▸ REQUIREMENT: Your answer must be an exact copy of the records below, minus the pictures.

▸ MATERIAL PROVIDED:
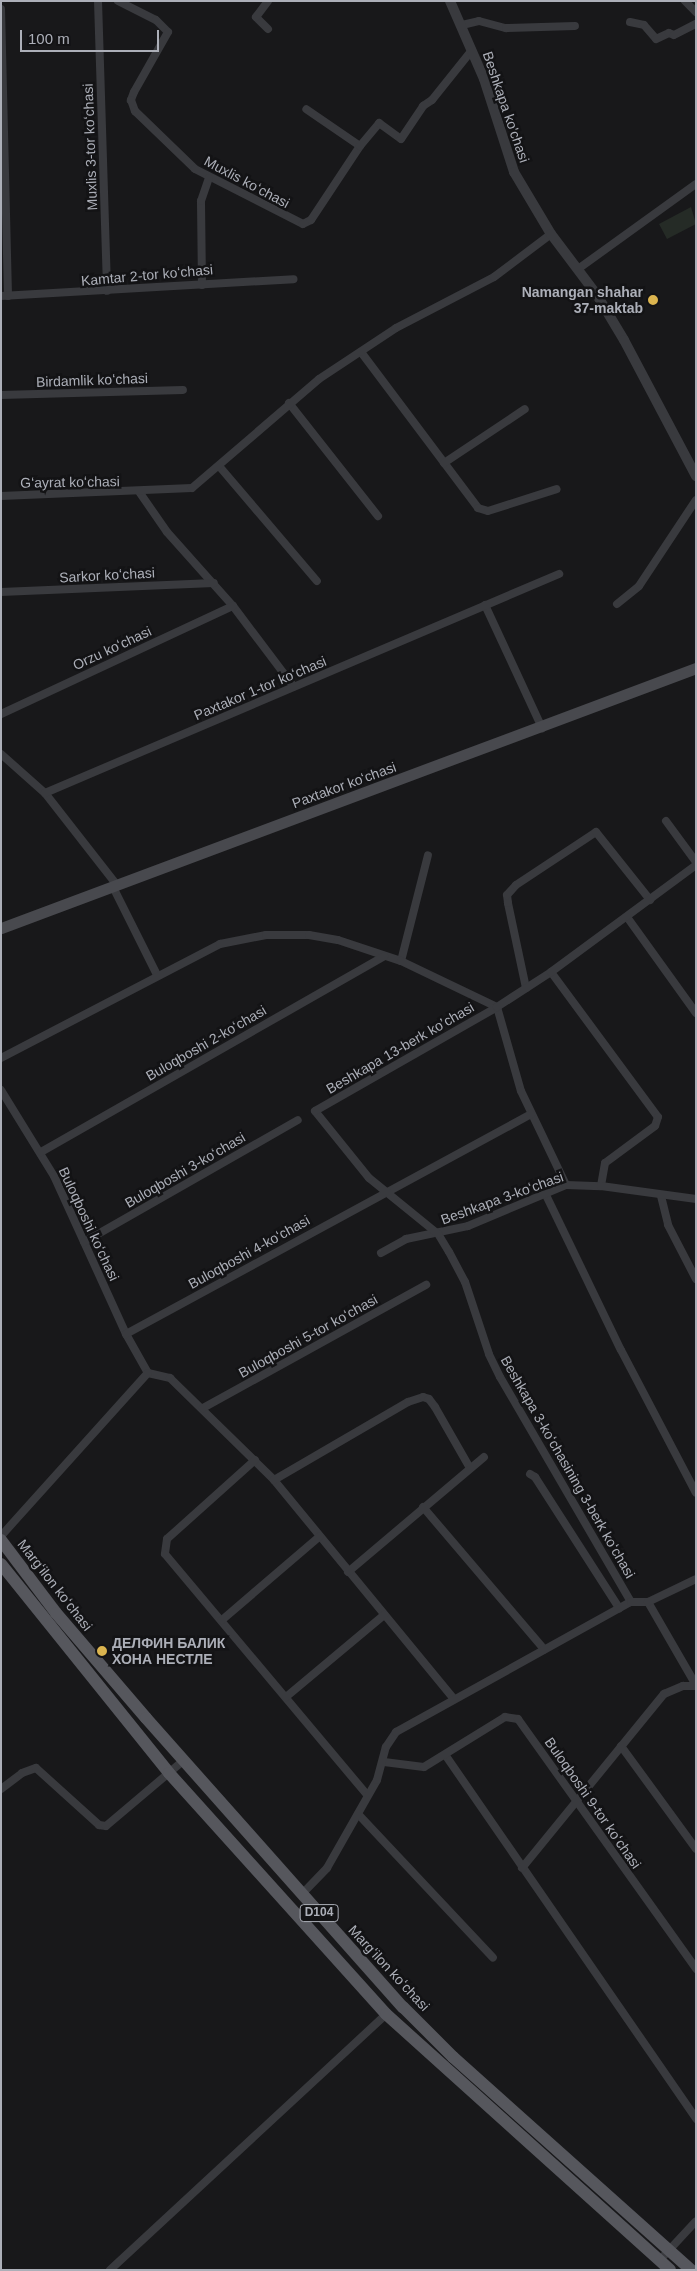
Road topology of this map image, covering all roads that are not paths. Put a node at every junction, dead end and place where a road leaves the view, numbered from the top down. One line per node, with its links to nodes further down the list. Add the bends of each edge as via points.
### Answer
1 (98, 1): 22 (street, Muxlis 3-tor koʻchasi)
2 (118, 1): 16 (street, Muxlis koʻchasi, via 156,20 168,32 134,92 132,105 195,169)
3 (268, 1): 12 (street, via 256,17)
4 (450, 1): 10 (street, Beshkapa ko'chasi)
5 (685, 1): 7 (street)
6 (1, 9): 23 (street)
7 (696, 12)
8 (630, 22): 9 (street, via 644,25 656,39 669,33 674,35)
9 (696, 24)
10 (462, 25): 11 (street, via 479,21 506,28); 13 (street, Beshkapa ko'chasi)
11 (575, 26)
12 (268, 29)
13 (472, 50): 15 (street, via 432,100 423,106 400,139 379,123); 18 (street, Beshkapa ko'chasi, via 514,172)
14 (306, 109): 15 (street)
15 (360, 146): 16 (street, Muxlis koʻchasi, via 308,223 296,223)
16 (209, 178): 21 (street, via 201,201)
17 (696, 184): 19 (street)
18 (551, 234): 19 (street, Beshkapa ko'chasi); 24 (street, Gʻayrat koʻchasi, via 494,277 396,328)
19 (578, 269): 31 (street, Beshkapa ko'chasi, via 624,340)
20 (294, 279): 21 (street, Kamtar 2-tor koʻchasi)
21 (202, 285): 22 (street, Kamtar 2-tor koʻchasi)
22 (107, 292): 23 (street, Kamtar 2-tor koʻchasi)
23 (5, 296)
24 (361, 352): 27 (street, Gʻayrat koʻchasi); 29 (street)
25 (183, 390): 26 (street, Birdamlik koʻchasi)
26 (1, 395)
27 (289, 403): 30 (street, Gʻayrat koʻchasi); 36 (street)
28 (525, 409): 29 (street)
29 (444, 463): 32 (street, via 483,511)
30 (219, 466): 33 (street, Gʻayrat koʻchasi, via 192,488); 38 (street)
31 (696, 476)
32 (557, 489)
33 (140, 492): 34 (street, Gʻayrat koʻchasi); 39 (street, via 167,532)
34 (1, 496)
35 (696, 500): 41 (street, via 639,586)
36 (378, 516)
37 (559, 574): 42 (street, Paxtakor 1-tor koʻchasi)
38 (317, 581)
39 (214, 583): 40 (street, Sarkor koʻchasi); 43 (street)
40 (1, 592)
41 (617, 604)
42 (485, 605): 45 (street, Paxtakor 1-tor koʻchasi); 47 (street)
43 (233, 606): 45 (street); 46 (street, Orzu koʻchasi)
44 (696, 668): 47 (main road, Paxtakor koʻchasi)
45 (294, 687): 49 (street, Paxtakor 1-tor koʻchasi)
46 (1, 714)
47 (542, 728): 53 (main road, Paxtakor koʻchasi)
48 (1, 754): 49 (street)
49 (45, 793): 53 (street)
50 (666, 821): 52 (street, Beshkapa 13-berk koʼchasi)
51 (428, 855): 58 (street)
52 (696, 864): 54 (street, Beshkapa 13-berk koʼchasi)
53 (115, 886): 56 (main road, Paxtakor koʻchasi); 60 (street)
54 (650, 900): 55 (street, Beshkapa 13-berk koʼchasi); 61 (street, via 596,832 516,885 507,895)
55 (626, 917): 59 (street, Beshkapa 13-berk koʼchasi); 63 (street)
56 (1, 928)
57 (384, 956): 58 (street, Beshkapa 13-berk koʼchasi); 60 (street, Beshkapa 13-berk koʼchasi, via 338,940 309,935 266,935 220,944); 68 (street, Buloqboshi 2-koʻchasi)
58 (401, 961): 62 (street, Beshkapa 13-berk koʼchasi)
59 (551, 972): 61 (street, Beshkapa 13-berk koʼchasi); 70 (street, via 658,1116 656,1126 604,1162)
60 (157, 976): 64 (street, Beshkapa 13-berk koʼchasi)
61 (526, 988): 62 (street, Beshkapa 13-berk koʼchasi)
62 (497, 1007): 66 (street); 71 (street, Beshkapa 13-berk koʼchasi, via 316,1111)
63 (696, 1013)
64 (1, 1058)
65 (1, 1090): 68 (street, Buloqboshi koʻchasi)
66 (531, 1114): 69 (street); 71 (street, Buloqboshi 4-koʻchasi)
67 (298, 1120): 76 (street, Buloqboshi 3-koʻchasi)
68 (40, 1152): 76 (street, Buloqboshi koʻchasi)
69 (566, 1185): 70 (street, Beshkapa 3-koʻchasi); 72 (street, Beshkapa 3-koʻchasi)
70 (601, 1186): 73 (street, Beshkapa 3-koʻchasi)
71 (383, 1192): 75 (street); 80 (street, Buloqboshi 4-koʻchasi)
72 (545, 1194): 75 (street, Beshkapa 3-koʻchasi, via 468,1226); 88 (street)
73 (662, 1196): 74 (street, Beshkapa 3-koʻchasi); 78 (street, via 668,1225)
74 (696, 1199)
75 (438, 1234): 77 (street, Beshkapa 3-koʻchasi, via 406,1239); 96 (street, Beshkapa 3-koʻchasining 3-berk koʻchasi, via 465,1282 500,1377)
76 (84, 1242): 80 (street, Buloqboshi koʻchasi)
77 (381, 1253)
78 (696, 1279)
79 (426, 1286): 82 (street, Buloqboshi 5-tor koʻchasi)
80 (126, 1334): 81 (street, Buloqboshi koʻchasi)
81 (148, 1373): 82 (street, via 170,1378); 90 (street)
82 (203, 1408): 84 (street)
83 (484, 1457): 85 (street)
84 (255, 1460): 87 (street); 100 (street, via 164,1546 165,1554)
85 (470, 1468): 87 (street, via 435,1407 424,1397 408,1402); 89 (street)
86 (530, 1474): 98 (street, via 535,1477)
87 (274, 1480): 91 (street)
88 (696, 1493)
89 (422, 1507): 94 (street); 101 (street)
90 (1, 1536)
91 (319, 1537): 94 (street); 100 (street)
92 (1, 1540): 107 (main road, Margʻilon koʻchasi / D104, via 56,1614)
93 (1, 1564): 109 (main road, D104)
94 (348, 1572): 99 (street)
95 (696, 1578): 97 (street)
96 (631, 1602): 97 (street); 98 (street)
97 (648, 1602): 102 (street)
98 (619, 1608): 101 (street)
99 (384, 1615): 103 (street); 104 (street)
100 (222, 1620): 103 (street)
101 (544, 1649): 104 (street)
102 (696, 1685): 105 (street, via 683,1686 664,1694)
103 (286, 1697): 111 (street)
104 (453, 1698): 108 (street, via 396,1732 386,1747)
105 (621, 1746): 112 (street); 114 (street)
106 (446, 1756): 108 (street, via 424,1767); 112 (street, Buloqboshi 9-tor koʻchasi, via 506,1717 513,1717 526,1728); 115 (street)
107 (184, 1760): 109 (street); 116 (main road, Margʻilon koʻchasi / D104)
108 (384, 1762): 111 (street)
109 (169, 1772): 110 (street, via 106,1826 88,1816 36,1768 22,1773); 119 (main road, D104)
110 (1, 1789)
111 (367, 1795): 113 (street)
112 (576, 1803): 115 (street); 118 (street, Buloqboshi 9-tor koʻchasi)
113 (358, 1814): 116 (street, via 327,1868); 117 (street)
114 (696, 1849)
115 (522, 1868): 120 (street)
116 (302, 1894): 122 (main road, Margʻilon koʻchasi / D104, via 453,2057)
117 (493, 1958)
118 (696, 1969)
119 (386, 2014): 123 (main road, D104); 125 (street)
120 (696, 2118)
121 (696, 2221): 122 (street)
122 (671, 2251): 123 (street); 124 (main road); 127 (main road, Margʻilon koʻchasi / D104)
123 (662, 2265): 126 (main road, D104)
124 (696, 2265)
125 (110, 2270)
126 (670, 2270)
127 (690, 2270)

▸ ANSWER AREA:
Road topology of this map image, covering all roads that are not paths. Put a node at every junction, dead end and place where a road leaves the view, numbered from the top down. One line per node, with its links to nodes further down the list. Add the bends of each edge as via points.
### Answer
1 (98, 1): 22 (street, Muxlis 3-tor koʻchasi)
2 (118, 1): 16 (street, Muxlis koʻchasi, via 156,20 168,32 134,92 132,105 195,169)
3 (268, 1): 12 (street, via 256,17)
4 (450, 1): 10 (street, Beshkapa ko'chasi)
5 (685, 1): 7 (street)
6 (1, 9): 23 (street)
7 (696, 12)
8 (630, 22): 9 (street, via 644,25 656,39 669,33 674,35)
9 (696, 24)
10 (462, 25): 11 (street, via 479,21 506,28); 13 (street, Beshkapa ko'chasi)
11 (575, 26)
12 (268, 29)
13 (472, 50): 15 (street, via 432,100 423,106 400,139 379,123); 18 (street, Beshkapa ko'chasi, via 514,172)
14 (306, 109): 15 (street)
15 (360, 146): 16 (street, Muxlis koʻchasi, via 308,223 296,223)
16 (209, 178): 21 (street, via 201,201)
17 (696, 184): 19 (street)
18 (551, 234): 19 (street, Beshkapa ko'chasi); 24 (street, Gʻayrat koʻchasi, via 494,277 396,328)
19 (578, 269): 31 (street, Beshkapa ko'chasi, via 624,340)
20 (294, 279): 21 (street, Kamtar 2-tor koʻchasi)
21 (202, 285): 22 (street, Kamtar 2-tor koʻchasi)
22 (107, 292): 23 (street, Kamtar 2-tor koʻchasi)
23 (5, 296)
24 (361, 352): 27 (street, Gʻayrat koʻchasi); 29 (street)
25 (183, 390): 26 (street, Birdamlik koʻchasi)
26 (1, 395)
27 (289, 403): 30 (street, Gʻayrat koʻchasi); 36 (street)
28 (525, 409): 29 (street)
29 (444, 463): 32 (street, via 483,511)
30 (219, 466): 33 (street, Gʻayrat koʻchasi, via 192,488); 38 (street)
31 (696, 476)
32 (557, 489)
33 (140, 492): 34 (street, Gʻayrat koʻchasi); 39 (street, via 167,532)
34 (1, 496)
35 (696, 500): 41 (street, via 639,586)
36 (378, 516)
37 (559, 574): 42 (street, Paxtakor 1-tor koʻchasi)
38 (317, 581)
39 (214, 583): 40 (street, Sarkor koʻchasi); 43 (street)
40 (1, 592)
41 (617, 604)
42 (485, 605): 45 (street, Paxtakor 1-tor koʻchasi); 47 (street)
43 (233, 606): 45 (street); 46 (street, Orzu koʻchasi)
44 (696, 668): 47 (main road, Paxtakor koʻchasi)
45 (294, 687): 49 (street, Paxtakor 1-tor koʻchasi)
46 (1, 714)
47 (542, 728): 53 (main road, Paxtakor koʻchasi)
48 (1, 754): 49 (street)
49 (45, 793): 53 (street)
50 (666, 821): 52 (street, Beshkapa 13-berk koʼchasi)
51 (428, 855): 58 (street)
52 (696, 864): 54 (street, Beshkapa 13-berk koʼchasi)
53 (115, 886): 56 (main road, Paxtakor koʻchasi); 60 (street)
54 (650, 900): 55 (street, Beshkapa 13-berk koʼchasi); 61 (street, via 596,832 516,885 507,895)
55 (626, 917): 59 (street, Beshkapa 13-berk koʼchasi); 63 (street)
56 (1, 928)
57 (384, 956): 58 (street, Beshkapa 13-berk koʼchasi); 60 (street, Beshkapa 13-berk koʼchasi, via 338,940 309,935 266,935 220,944); 68 (street, Buloqboshi 2-koʻchasi)
58 (401, 961): 62 (street, Beshkapa 13-berk koʼchasi)
59 (551, 972): 61 (street, Beshkapa 13-berk koʼchasi); 70 (street, via 658,1116 656,1126 604,1162)
60 (157, 976): 64 (street, Beshkapa 13-berk koʼchasi)
61 (526, 988): 62 (street, Beshkapa 13-berk koʼchasi)
62 (497, 1007): 66 (street); 71 (street, Beshkapa 13-berk koʼchasi, via 316,1111)
63 (696, 1013)
64 (1, 1058)
65 (1, 1090): 68 (street, Buloqboshi koʻchasi)
66 (531, 1114): 69 (street); 71 (street, Buloqboshi 4-koʻchasi)
67 (298, 1120): 76 (street, Buloqboshi 3-koʻchasi)
68 (40, 1152): 76 (street, Buloqboshi koʻchasi)
69 (566, 1185): 70 (street, Beshkapa 3-koʻchasi); 72 (street, Beshkapa 3-koʻchasi)
70 (601, 1186): 73 (street, Beshkapa 3-koʻchasi)
71 (383, 1192): 75 (street); 80 (street, Buloqboshi 4-koʻchasi)
72 (545, 1194): 75 (street, Beshkapa 3-koʻchasi, via 468,1226); 88 (street)
73 (662, 1196): 74 (street, Beshkapa 3-koʻchasi); 78 (street, via 668,1225)
74 (696, 1199)
75 (438, 1234): 77 (street, Beshkapa 3-koʻchasi, via 406,1239); 96 (street, Beshkapa 3-koʻchasining 3-berk koʻchasi, via 465,1282 500,1377)
76 (84, 1242): 80 (street, Buloqboshi koʻchasi)
77 (381, 1253)
78 (696, 1279)
79 (426, 1286): 82 (street, Buloqboshi 5-tor koʻchasi)
80 (126, 1334): 81 (street, Buloqboshi koʻchasi)
81 (148, 1373): 82 (street, via 170,1378); 90 (street)
82 (203, 1408): 84 (street)
83 (484, 1457): 85 (street)
84 (255, 1460): 87 (street); 100 (street, via 164,1546 165,1554)
85 (470, 1468): 87 (street, via 435,1407 424,1397 408,1402); 89 (street)
86 (530, 1474): 98 (street, via 535,1477)
87 (274, 1480): 91 (street)
88 (696, 1493)
89 (422, 1507): 94 (street); 101 (street)
90 (1, 1536)
91 (319, 1537): 94 (street); 100 (street)
92 (1, 1540): 107 (main road, Margʻilon koʻchasi / D104, via 56,1614)
93 (1, 1564): 109 (main road, D104)
94 (348, 1572): 99 (street)
95 (696, 1578): 97 (street)
96 (631, 1602): 97 (street); 98 (street)
97 (648, 1602): 102 (street)
98 (619, 1608): 101 (street)
99 (384, 1615): 103 (street); 104 (street)
100 (222, 1620): 103 (street)
101 (544, 1649): 104 (street)
102 (696, 1685): 105 (street, via 683,1686 664,1694)
103 (286, 1697): 111 (street)
104 (453, 1698): 108 (street, via 396,1732 386,1747)
105 (621, 1746): 112 (street); 114 (street)
106 (446, 1756): 108 (street, via 424,1767); 112 (street, Buloqboshi 9-tor koʻchasi, via 506,1717 513,1717 526,1728); 115 (street)
107 (184, 1760): 109 (street); 116 (main road, Margʻilon koʻchasi / D104)
108 (384, 1762): 111 (street)
109 (169, 1772): 110 (street, via 106,1826 88,1816 36,1768 22,1773); 119 (main road, D104)
110 (1, 1789)
111 (367, 1795): 113 (street)
112 (576, 1803): 115 (street); 118 (street, Buloqboshi 9-tor koʻchasi)
113 (358, 1814): 116 (street, via 327,1868); 117 (street)
114 (696, 1849)
115 (522, 1868): 120 (street)
116 (302, 1894): 122 (main road, Margʻilon koʻchasi / D104, via 453,2057)
117 (493, 1958)
118 (696, 1969)
119 (386, 2014): 123 (main road, D104); 125 (street)
120 (696, 2118)
121 (696, 2221): 122 (street)
122 (671, 2251): 123 (street); 124 (main road); 127 (main road, Margʻilon koʻchasi / D104)
123 (662, 2265): 126 (main road, D104)
124 (696, 2265)
125 (110, 2270)
126 (670, 2270)
127 (690, 2270)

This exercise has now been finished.